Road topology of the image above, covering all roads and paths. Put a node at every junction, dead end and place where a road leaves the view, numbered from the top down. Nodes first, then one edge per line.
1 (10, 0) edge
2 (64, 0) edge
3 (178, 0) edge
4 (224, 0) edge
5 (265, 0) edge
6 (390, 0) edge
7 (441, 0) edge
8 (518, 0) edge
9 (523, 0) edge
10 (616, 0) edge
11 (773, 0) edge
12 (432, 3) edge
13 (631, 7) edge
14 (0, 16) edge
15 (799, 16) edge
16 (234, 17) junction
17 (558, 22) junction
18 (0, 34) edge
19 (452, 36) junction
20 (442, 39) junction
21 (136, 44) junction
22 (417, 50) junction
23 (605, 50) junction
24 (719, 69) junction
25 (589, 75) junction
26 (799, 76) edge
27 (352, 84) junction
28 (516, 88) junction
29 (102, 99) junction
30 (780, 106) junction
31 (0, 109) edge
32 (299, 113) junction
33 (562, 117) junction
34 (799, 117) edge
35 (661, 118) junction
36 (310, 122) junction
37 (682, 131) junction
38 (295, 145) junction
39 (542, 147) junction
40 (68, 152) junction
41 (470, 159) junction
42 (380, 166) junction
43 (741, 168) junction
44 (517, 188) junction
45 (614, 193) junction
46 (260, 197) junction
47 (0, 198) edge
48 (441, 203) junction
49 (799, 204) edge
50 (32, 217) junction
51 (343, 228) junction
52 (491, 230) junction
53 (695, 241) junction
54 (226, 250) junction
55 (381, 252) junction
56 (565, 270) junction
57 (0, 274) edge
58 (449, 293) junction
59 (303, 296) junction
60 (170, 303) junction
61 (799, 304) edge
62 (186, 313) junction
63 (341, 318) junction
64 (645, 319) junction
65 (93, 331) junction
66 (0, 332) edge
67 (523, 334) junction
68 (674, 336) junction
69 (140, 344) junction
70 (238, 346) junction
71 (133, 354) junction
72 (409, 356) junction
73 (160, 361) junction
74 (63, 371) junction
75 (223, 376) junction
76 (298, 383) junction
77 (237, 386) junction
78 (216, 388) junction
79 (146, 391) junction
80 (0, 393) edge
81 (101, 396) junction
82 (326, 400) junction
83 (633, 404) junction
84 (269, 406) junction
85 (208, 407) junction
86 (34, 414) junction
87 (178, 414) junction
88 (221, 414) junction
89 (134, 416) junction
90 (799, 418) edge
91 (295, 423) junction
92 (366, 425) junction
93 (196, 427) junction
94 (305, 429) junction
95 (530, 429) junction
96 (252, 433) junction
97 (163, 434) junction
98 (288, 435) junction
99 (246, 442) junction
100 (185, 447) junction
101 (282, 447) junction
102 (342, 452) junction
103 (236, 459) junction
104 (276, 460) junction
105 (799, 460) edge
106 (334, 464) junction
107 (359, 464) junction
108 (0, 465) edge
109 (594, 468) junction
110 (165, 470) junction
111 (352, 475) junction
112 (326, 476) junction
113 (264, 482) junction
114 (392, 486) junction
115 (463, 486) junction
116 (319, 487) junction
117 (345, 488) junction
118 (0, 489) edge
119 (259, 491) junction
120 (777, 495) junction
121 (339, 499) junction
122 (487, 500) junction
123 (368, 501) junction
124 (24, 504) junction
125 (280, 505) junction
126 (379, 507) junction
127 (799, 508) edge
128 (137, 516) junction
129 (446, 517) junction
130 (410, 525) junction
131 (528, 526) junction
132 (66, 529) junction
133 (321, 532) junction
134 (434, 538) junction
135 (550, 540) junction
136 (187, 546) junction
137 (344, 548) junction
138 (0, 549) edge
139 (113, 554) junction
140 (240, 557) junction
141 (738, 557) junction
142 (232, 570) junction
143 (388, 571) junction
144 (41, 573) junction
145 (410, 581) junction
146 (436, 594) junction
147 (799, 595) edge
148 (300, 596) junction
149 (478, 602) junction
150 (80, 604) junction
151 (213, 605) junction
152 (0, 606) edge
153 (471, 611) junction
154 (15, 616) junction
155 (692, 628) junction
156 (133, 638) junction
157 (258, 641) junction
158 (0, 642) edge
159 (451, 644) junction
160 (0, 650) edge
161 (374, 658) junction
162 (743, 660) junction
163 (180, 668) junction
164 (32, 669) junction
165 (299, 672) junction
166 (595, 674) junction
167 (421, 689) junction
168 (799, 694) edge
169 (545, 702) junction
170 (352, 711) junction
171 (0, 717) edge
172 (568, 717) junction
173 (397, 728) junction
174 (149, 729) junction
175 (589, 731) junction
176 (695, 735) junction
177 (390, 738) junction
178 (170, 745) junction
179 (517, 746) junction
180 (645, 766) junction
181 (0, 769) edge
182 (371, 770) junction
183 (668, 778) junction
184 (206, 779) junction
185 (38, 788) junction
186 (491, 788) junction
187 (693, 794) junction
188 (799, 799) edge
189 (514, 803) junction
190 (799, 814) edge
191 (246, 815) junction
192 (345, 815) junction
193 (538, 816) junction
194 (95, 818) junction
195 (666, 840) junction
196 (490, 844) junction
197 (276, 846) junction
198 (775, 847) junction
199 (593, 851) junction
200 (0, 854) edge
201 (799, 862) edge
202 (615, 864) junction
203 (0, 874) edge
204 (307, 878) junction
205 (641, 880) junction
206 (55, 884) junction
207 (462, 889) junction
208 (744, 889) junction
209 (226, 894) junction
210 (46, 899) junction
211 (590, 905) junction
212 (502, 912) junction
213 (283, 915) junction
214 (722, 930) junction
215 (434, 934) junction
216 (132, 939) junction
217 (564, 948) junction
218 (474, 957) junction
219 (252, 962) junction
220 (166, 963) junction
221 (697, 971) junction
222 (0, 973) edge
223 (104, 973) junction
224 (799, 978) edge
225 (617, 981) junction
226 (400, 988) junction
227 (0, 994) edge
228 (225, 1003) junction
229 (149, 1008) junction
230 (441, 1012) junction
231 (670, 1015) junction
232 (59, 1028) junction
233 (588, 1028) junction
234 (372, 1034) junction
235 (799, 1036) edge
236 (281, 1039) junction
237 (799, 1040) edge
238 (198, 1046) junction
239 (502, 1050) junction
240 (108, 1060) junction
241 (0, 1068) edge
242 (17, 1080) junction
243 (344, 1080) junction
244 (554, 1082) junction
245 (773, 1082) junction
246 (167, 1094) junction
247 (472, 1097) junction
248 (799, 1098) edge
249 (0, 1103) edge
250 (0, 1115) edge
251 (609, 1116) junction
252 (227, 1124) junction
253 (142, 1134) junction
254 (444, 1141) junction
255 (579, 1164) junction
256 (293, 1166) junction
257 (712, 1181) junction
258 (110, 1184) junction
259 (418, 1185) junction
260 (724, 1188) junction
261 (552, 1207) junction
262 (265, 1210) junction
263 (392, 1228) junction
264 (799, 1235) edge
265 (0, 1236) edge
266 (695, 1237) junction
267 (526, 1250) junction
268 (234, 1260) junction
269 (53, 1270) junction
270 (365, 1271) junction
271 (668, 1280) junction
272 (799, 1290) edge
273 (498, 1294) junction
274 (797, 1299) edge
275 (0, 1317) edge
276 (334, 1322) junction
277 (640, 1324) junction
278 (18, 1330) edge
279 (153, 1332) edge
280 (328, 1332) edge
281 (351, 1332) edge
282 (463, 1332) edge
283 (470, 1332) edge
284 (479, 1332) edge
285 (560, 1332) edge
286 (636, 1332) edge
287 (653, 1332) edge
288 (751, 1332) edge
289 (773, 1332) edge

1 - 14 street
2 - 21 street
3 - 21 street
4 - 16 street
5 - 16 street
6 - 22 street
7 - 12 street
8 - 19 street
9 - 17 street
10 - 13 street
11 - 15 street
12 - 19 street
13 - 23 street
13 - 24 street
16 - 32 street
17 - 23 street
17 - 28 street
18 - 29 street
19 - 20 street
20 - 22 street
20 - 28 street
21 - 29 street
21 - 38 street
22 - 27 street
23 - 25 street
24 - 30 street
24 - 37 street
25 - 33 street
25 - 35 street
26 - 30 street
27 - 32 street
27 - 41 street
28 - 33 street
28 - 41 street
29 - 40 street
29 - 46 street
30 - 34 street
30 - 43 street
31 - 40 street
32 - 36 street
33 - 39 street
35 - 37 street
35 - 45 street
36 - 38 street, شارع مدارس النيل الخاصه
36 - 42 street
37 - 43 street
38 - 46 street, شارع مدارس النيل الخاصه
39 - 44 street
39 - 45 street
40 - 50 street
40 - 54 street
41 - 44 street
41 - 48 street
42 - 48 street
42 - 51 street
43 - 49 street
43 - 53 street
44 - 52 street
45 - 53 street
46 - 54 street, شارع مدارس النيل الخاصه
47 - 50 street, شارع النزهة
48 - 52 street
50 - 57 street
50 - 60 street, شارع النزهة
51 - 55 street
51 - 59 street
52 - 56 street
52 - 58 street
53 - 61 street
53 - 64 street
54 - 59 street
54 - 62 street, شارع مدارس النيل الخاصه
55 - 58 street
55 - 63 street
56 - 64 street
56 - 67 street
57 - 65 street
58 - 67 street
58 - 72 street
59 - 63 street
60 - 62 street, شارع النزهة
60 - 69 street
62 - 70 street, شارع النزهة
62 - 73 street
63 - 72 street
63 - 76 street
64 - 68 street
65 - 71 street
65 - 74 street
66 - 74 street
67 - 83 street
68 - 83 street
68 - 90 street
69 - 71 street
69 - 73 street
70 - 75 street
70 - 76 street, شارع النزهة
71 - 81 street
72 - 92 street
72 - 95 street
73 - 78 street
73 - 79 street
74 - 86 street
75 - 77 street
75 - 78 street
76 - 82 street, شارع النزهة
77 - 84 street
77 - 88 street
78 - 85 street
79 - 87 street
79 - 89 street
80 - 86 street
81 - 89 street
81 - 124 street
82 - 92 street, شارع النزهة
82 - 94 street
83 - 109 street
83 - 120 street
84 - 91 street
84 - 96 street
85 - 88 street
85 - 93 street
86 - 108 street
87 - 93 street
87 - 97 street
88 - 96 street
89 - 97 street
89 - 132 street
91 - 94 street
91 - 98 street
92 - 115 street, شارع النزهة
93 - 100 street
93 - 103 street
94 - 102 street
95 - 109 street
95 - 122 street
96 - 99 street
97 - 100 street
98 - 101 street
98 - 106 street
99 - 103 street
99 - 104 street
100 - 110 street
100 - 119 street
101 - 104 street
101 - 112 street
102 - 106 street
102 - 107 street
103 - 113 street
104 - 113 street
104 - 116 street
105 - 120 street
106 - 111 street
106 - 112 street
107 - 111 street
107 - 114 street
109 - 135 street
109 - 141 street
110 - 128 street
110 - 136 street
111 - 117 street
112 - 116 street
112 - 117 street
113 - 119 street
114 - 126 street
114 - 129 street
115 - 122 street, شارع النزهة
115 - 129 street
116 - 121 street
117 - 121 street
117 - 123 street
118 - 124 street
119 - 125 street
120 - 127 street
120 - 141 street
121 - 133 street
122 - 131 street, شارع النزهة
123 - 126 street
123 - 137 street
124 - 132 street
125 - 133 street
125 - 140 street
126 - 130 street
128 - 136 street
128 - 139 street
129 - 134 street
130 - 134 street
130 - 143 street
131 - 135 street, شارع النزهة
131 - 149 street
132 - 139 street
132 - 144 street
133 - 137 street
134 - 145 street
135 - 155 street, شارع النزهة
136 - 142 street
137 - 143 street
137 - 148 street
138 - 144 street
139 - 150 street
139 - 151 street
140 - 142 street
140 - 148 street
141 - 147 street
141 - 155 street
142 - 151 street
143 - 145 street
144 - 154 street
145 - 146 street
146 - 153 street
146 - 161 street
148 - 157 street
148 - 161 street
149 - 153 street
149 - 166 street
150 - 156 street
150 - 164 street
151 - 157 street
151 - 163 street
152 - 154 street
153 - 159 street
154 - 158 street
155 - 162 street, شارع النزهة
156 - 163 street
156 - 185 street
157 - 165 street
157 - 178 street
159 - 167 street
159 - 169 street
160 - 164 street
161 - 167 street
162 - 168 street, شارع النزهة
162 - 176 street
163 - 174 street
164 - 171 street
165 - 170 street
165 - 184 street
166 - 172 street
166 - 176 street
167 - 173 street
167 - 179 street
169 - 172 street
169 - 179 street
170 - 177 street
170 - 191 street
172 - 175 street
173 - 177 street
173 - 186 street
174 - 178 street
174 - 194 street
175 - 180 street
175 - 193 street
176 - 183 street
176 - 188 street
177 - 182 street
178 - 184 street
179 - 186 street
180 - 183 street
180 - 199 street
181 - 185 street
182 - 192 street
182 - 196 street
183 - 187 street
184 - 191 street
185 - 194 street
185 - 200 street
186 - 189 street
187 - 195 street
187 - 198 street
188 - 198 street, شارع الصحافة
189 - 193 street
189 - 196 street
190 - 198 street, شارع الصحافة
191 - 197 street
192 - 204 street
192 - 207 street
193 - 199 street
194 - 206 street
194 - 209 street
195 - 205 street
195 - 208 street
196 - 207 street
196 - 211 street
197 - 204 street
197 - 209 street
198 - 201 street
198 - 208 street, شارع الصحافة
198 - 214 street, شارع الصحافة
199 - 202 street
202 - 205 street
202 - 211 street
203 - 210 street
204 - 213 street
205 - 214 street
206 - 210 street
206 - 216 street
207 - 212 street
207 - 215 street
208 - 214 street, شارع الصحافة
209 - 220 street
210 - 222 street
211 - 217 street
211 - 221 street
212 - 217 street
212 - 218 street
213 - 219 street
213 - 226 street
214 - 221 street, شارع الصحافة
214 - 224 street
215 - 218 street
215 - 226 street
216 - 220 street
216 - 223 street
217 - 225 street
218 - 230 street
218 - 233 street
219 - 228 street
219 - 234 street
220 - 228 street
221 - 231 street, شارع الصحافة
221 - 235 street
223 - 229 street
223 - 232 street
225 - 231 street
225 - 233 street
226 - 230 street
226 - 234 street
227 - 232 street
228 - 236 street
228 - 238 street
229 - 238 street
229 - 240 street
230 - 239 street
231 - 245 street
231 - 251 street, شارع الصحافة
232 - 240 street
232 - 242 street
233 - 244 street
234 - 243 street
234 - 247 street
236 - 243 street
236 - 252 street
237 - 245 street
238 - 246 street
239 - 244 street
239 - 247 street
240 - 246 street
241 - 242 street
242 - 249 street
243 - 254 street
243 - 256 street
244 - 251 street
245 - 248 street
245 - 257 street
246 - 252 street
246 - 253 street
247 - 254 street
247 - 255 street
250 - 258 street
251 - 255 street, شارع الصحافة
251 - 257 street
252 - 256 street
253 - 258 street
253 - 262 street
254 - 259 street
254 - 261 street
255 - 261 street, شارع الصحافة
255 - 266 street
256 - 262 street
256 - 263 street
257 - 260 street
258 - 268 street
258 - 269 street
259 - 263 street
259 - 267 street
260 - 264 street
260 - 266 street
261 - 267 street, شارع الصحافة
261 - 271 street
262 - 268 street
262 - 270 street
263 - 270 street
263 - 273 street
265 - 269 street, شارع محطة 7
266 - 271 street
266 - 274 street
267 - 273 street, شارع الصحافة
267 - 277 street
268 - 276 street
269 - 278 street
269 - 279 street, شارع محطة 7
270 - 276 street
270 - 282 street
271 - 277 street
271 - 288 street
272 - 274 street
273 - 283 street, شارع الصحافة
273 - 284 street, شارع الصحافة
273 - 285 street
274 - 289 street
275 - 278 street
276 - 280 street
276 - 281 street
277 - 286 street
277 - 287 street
=====
Which lines in the listing above include the string "النيل"? Copy each of them.

36 - 38 street, شارع مدارس النيل الخاصه
38 - 46 street, شارع مدارس النيل الخاصه
46 - 54 street, شارع مدارس النيل الخاصه
54 - 62 street, شارع مدارس النيل الخاصه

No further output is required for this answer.